The same promises to hold true for Reed, who already has 69 saves to his name.

Ultimately, MLB Trade Rumors came down hard on Towers and the Diamondbacks for their parting with a lot of young talent, all for what they deemed a mediocre yield.

Most importantly, perhaps, the talent given up to obtain these two players -- Eaton, Skaggs, Davidson, and (in effect) Holmberg -- might have come in handy over the years to come. Somewhat remarkably, that group occupied four of the six top spots in Baseball America's prospect rankings of the Diamondbacks before the 2013 season. Though none had made significant leaps forward over the last year, they all also moved closer to MLB readiness without suffering any major injuries.

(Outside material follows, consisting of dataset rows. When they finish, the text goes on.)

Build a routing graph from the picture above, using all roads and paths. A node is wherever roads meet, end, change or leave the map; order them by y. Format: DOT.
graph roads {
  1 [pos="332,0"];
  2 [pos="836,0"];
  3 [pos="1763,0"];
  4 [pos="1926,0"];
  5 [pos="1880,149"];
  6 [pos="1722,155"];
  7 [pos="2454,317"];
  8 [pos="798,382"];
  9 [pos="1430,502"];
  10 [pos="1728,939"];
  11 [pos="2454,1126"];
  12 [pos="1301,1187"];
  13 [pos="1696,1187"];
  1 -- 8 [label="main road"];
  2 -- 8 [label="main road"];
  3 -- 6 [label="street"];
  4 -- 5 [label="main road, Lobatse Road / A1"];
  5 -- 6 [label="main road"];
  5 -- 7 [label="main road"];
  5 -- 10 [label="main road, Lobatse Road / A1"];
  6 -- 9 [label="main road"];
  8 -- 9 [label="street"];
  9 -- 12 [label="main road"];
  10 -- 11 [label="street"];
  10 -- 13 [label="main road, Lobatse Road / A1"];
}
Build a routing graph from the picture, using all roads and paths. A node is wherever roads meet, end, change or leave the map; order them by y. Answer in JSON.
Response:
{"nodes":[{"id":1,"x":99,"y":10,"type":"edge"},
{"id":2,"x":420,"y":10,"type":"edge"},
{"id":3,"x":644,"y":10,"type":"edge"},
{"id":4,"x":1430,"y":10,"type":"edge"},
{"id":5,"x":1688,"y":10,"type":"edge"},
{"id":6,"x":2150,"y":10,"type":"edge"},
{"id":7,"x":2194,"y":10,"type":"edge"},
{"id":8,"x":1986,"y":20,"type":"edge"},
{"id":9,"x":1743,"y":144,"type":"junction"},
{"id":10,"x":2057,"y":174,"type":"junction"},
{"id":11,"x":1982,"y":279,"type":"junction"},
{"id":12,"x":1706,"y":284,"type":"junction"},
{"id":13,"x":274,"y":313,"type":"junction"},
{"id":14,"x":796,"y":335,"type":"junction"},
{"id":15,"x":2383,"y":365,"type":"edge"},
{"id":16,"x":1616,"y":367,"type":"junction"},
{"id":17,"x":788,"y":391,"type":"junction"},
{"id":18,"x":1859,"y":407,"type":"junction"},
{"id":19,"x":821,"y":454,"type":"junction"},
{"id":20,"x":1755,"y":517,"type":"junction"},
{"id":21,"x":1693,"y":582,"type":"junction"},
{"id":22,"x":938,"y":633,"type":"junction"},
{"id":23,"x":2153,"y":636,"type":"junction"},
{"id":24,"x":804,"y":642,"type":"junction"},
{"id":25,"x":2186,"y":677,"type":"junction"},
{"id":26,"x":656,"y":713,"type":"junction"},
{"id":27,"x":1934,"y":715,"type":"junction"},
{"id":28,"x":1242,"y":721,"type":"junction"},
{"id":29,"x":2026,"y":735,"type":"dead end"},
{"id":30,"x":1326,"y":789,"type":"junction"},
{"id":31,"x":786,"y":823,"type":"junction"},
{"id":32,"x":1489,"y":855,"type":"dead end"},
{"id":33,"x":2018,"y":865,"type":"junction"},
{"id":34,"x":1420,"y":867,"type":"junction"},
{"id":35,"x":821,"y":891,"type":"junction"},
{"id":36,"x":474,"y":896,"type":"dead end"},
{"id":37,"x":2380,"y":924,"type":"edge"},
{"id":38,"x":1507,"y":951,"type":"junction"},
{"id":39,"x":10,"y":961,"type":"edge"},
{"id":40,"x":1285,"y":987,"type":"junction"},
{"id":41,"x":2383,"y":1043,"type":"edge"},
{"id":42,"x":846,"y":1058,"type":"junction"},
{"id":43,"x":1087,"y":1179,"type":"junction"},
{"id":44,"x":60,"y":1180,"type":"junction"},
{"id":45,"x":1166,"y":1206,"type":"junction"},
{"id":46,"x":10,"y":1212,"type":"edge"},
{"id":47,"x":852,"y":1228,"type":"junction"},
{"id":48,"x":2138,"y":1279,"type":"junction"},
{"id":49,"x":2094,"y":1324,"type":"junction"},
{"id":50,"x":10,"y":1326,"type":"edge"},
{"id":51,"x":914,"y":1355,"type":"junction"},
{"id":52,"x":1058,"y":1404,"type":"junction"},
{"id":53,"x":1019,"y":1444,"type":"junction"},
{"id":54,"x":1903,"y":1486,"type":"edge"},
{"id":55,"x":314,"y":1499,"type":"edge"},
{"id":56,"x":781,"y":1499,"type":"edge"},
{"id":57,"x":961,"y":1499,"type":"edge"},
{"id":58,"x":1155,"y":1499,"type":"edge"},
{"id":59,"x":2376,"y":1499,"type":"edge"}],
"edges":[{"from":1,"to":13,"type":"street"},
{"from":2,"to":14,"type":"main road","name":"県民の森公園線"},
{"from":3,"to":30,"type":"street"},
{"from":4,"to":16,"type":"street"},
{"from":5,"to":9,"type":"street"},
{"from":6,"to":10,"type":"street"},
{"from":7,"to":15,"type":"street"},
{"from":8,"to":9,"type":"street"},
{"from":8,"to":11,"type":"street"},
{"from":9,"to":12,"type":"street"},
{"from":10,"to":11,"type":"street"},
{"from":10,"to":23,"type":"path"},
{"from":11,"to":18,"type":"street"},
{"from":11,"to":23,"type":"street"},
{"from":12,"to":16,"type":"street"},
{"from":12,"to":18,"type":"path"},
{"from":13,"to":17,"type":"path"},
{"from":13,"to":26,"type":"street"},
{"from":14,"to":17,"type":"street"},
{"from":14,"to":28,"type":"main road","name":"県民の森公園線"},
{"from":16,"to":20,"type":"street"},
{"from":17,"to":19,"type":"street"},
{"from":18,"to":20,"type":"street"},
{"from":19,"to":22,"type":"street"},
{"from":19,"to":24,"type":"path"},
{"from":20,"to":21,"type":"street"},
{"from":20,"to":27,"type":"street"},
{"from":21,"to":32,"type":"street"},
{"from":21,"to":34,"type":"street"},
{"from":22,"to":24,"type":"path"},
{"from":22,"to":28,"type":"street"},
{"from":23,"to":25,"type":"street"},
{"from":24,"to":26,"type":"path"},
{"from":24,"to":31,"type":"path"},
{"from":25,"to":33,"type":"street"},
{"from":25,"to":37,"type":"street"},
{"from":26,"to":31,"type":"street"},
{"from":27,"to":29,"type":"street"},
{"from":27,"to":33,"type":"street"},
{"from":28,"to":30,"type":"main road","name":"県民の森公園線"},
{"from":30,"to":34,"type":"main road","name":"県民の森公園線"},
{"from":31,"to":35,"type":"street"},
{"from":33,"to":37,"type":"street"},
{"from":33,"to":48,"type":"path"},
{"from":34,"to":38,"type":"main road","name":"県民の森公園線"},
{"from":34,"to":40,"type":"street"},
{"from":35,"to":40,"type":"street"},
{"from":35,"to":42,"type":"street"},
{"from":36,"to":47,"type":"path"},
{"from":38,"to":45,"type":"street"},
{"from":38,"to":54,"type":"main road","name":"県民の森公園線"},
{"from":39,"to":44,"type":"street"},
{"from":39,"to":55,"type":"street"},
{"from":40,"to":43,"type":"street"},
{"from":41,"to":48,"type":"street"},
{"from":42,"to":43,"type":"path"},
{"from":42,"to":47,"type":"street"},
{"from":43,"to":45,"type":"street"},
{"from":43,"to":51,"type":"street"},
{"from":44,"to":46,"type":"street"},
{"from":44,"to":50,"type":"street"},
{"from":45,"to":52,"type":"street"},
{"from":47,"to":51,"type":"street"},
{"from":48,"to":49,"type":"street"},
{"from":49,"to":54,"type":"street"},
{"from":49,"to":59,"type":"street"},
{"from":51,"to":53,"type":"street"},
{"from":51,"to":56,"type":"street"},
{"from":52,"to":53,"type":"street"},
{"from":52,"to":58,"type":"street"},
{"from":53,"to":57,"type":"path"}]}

In the aggregate, the D'backs gave up 23 years of control over those four prospects -- much of which will come at league minimum -- to shed Bell (along with $5.5MM of his salary) and add seven years of Trumbo and Reed (assuming both are not non-tendered at some point). While these moves probably make the team better for 2014, it is more than fair to wonder whether any near-term improvement is sufficient to have warranted that kind of sacrifice.

Towers has not hesitated to act aggressively to reshape his team's roster, but it is not clear that he has substantially improved it after two-straight .500 seasons. The heat is on for results, especially after the recent outflow of future talent. If the team struggles out of the gate, or looks in need of a trade-deadline jolt, it will be fascinating to see what bold new moves the GM has in store.